**Activity:** Using the listing below, set down exactly the lines starting at the line that contains "ring dip: (240, 325)" and ending at the line that contains "thumb mcp: (424, 442)", both included, and no others.

**Task input:**

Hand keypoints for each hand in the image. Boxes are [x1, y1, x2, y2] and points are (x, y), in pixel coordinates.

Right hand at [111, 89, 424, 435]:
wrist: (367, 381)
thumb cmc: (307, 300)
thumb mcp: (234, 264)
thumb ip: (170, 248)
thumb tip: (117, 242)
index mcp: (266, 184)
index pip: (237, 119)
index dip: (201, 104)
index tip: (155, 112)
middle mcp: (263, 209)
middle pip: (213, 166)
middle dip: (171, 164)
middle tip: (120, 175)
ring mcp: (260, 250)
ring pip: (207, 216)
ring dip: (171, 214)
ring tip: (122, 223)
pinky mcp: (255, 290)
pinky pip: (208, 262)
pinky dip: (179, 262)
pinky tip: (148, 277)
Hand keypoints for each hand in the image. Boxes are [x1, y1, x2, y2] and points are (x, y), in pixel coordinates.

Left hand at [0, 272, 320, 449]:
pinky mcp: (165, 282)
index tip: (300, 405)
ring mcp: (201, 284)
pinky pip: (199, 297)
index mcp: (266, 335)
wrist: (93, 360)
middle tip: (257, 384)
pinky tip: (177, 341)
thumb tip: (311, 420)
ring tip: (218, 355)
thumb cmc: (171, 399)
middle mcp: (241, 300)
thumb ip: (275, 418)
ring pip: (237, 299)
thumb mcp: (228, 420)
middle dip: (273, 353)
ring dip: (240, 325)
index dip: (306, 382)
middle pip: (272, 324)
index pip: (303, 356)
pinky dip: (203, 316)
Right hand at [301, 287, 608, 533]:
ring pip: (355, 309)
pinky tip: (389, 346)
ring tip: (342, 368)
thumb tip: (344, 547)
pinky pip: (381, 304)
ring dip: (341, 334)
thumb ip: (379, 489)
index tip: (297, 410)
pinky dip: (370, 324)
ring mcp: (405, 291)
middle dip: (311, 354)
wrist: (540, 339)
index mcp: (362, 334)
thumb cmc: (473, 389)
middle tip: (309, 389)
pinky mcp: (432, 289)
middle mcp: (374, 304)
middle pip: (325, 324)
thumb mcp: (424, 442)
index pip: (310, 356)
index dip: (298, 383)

---

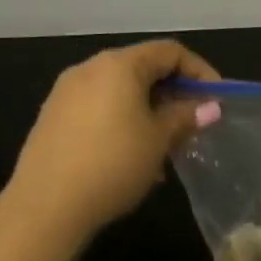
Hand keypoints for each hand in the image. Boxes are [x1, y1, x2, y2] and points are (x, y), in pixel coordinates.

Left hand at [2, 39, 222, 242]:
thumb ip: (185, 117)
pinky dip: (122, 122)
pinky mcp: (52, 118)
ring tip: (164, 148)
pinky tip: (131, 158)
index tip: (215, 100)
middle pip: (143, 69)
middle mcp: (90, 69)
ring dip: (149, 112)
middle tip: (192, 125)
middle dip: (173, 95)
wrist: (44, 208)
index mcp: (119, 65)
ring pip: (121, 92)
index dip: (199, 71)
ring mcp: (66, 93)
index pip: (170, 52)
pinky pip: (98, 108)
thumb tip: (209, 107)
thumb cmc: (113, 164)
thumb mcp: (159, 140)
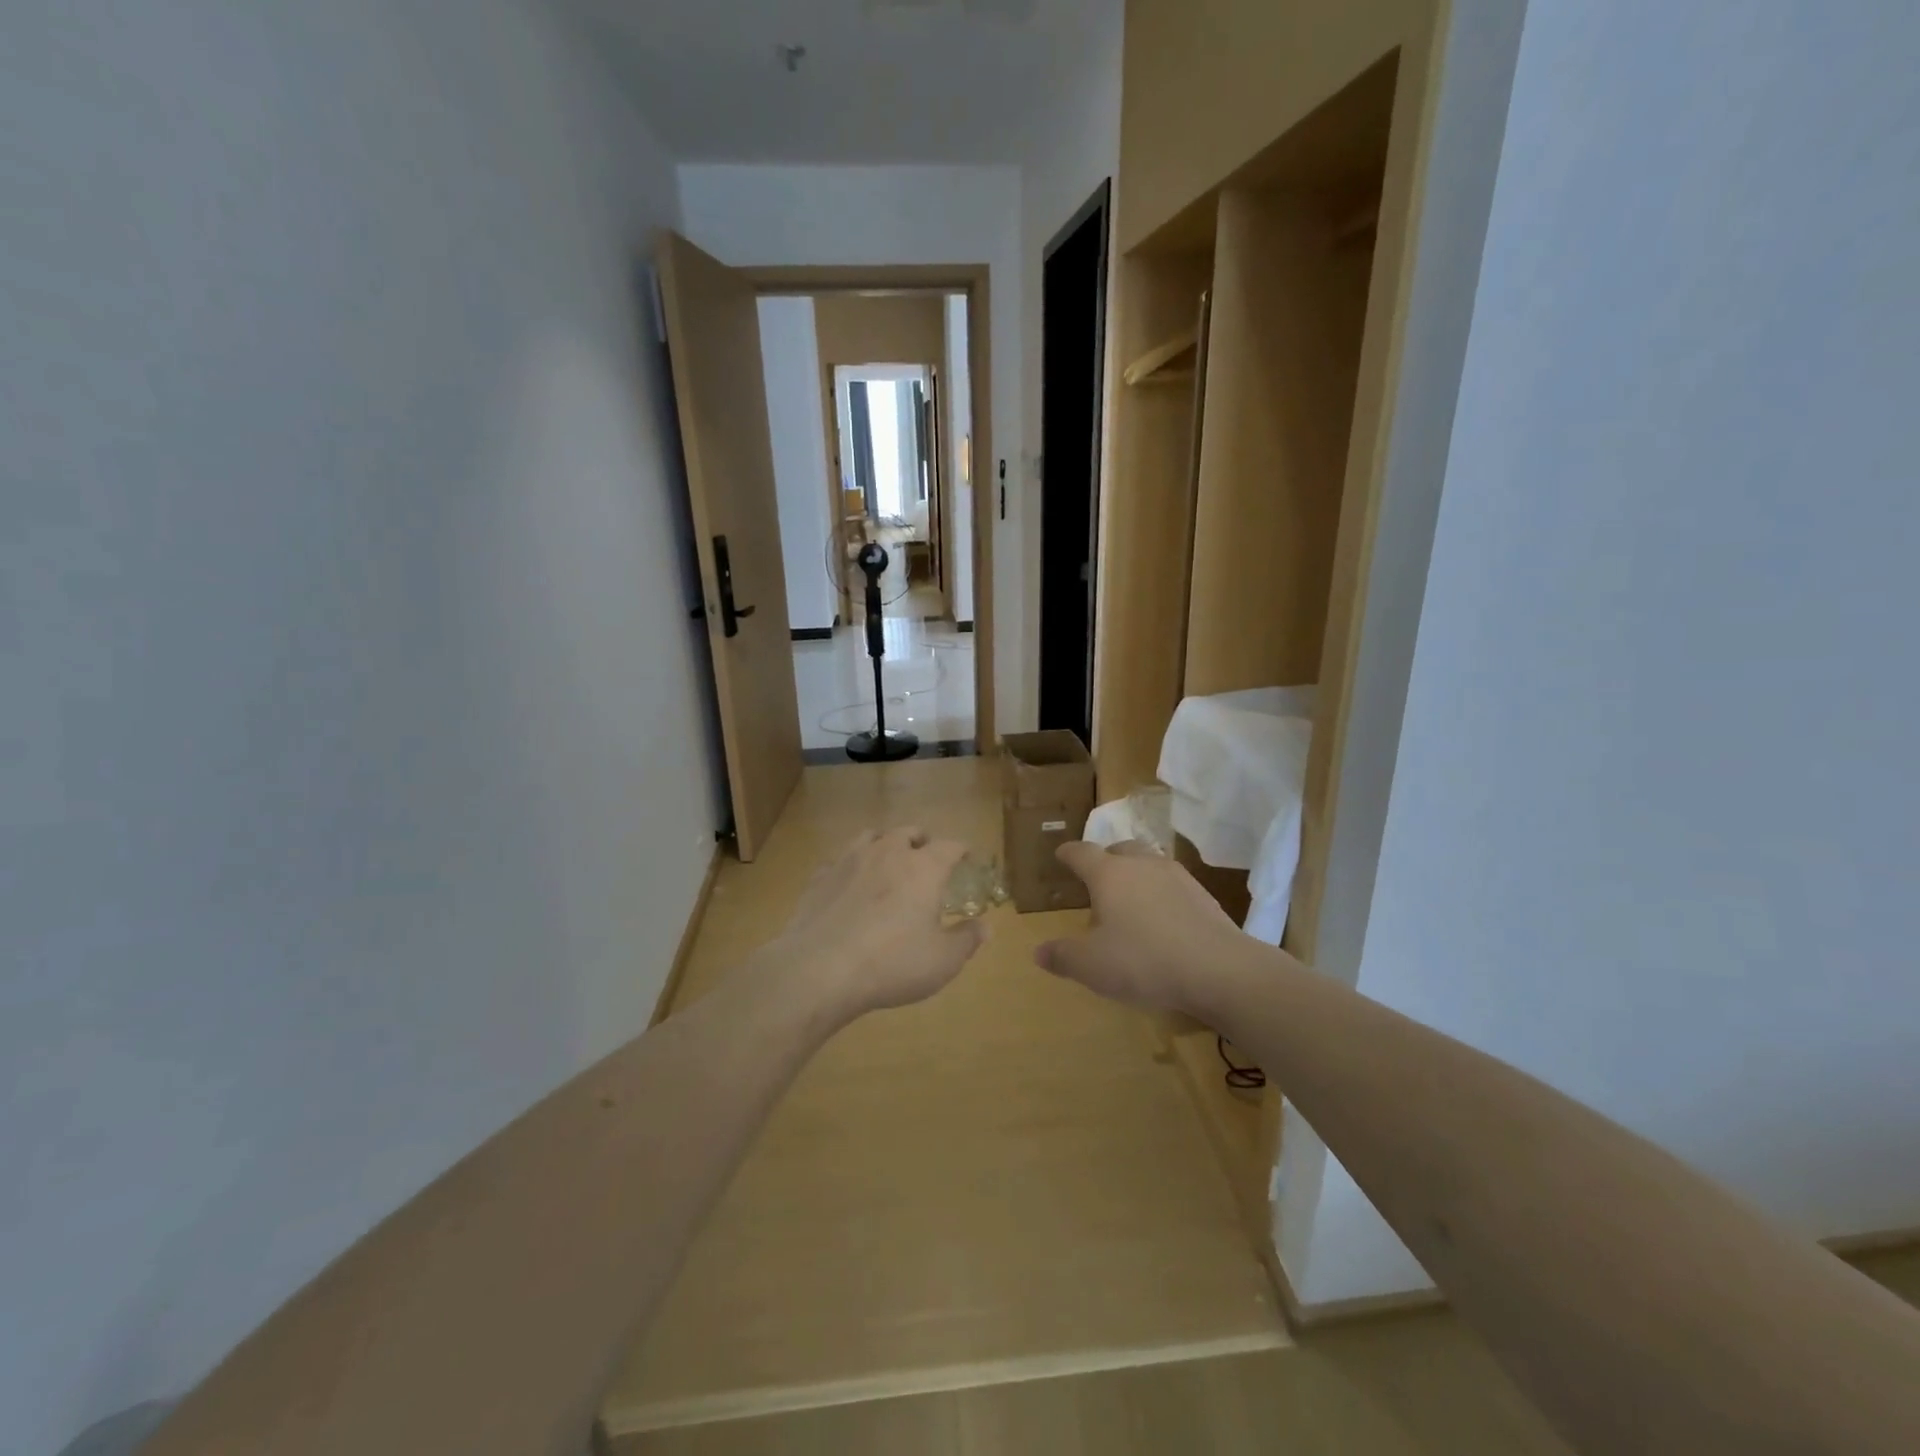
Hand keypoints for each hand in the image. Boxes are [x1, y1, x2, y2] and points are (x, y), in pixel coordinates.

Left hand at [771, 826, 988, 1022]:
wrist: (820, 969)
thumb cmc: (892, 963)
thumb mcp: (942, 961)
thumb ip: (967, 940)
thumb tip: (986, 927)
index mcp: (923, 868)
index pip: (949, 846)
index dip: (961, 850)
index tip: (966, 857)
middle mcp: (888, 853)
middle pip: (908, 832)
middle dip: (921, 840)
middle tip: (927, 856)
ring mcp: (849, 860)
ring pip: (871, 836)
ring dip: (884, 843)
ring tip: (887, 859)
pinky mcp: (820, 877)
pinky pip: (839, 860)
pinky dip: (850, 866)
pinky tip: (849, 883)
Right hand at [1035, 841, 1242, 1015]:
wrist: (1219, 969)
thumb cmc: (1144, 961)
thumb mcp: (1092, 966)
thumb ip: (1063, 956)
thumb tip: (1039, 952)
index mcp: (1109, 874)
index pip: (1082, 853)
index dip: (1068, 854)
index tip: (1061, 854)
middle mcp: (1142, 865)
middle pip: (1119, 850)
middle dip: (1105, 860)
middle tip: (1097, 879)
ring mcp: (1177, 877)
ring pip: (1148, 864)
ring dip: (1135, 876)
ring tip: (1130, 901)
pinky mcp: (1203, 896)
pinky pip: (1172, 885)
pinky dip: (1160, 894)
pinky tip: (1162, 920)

**Result of this exercise:**
ring dip: (240, 325)
index dip: (306, 382)
middle pip: (272, 324)
index pip: (303, 356)
pinky dip: (203, 316)
Right hand at [301, 287, 608, 533]:
ring pip: (355, 309)
pinky tip: (389, 346)
ring tip: (342, 368)
thumb tip: (344, 547)
pinky pip: (381, 304)
ring dip: (341, 334)
thumb ip: (379, 489)
index tip: (297, 410)
pinky dip: (370, 324)
ring mcp: (405, 291)
middle dip: (311, 354)
wrist: (540, 339)
index mcp: (362, 334)
thumb cmc: (473, 389)
middle tip: (309, 389)
pinky mcp: (432, 289)
middle mcp: (374, 304)
middle pip: (325, 324)
thumb mcp: (424, 442)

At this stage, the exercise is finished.